The parties have apparently been at loggerheads for some time concerning what it is Mr. Dunlop wants. The Cabinet has resisted The Courier's efforts to require it to extract information from its database to fulfill Mr. Dunlop's requests for specific data elements, characterizing his request as a request for information requiring the creation of a previously nonexistent record. The Courier has asserted its entitlement to these records, characterizing the Cabinet's responses to Mr. Dunlop's request as "word games." It is now clear that Mr. Dunlop's May 10 request for "any responsive database" will be satisfied by production of the Cabinet's electronic docketing and litigation tracking system in the electronic format in which it is regularly maintained. As noted at page 9 of 03-ORD-004, "[w]hile the [agency's] database may contain more information than [the requester] seeks, or less information than [] he seeks, it clearly contains information that is responsive to [his] request," and is, in this sense, a responsive database which must be disclosed. Disclosure of the electronic database to Mr. Dunlop should enable him to frame any subsequent requests with greater specificity. As evidenced by our attempts to isolate the issues on appeal by propounding a series of questions to both the Transportation Cabinet and The Courier-Journal per KRS 61.880(2)(c), we concur with the Cabinet in its view that Mr. Dunlop's request, even after undergoing substantial refinement, constituted a blanket request for the production of records which would impose an undue burden on the Cabinet within the meaning of KRS 61.872(6).

KRS 61.872(6) states that if request places an unreasonable burden on the public agency in producing public records the agency may refuse to permit inspection of the records, and "is intended to afford relief to [an agency] where a single records request [or a series of requests] is such that production of those records would unreasonably burden the agency." 04-ORD-113, p. 9. "In determining whether an open records request is unreasonably burdensome, " this office has observed, "we must weigh two competing interests: that of the public in securing access to agency records, and that of an agency in effectively executing its public function." 04-ORD-113, p. 10, citing 96-ORD-155, p. 3, 4. With particular reference to KRS 61.872(6), we have observed:

The purpose and intent of the Open Records Act is to permit "the free and open examination of public records. " KRS 61.871. However, this right of access is not absolute. As a precondition to inspection, a requesting party must identify with "reasonable particularity" those documents which he wishes to review. OAG 89-81. Where the records sought are of an identified, limited class, the requester satisfies this condition. If an agency invokes KRS 61.872(6) to authorize nondisclosure of the requested records, it bears the burden of establishing, by clear and convincing evidence, that the request places an unreasonable burden on it. This burden is not sustained by the bare allegation that the request is unreasonably burdensome. . . . Only if the agency has adduced evidence that would warrant this office in finding that the burden is indeed an unreasonable one will the Attorney General uphold its action.

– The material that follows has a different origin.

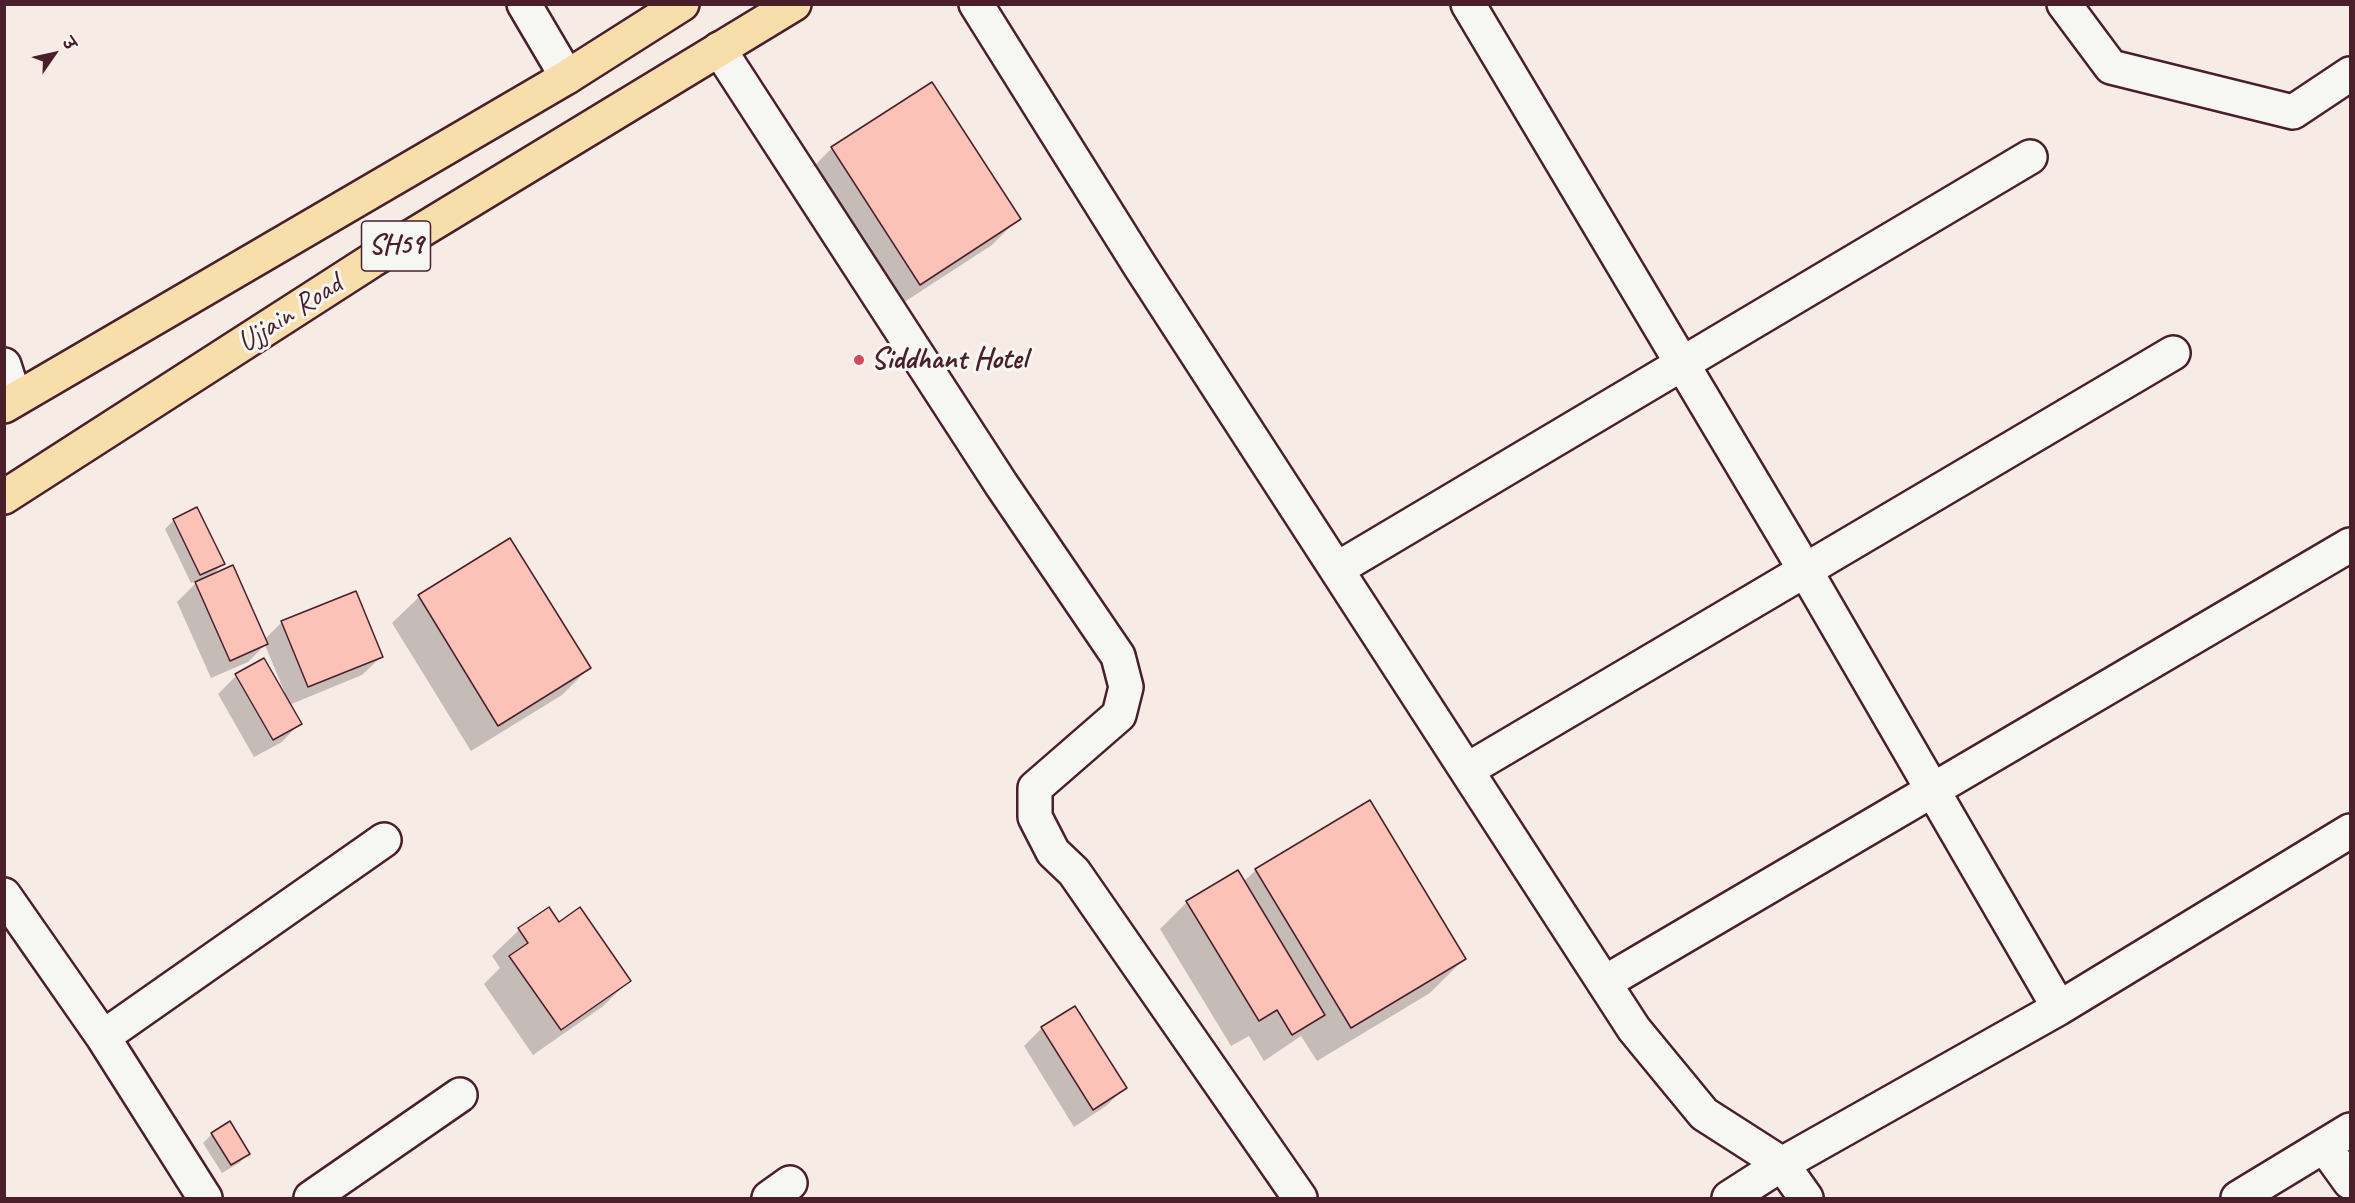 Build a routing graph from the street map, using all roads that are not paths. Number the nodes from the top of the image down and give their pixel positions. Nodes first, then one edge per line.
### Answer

92-ORD-1261, p. 3, cited in 04-ORD-113. In 96-ORD-42 and 97-ORD-88, we affirmed public agency's denial of open records requests on the basis of KRS 61.872(6). Copies of these decisions are attached hereto and incorporated by reference to suggest the "degree of specificity which KRS 61. 872(6) envisions." 04-ORD-113, p. 11.

The records Mr. Dunlop requested are of an identified, but by no means limited, class. Based on the sheer volume of records implicated by the request, coupled with the difficulties associated with separating excepted and nonexcepted materials, we find that invocation of KRS 61.872(6) is warranted in this case. Mr. Shipp explains that some 20,000 files are at issue, and that each file contains attorney work product and privileged material, as well as property appraisals which may be protected by KRS 61.878(1)(f), even if the case is closed, if adjoining properties have not been acquired. In past decisions, this office has recognized that a request for voluminous documents is not necessarily indicative of an unreasonable burden where the requester states that he is willing to inspect the records himself. See e.g., 97-ORD-6. Thus, we have noted that the presence of some exempt information in the disputed records did not necessarily relieve the agency of the obligation to provide all nonexempt information since "the alleged necessity of separating exempt and nonexempt material is not a sufficient reason for denying access to records." 97-ORD-6, p. 5, citing OAG 81-198, p. 4. Mr. Dunlop has expressed his desire to conduct an onsite inspection of the 20,000 hard copy files that are responsive to his request.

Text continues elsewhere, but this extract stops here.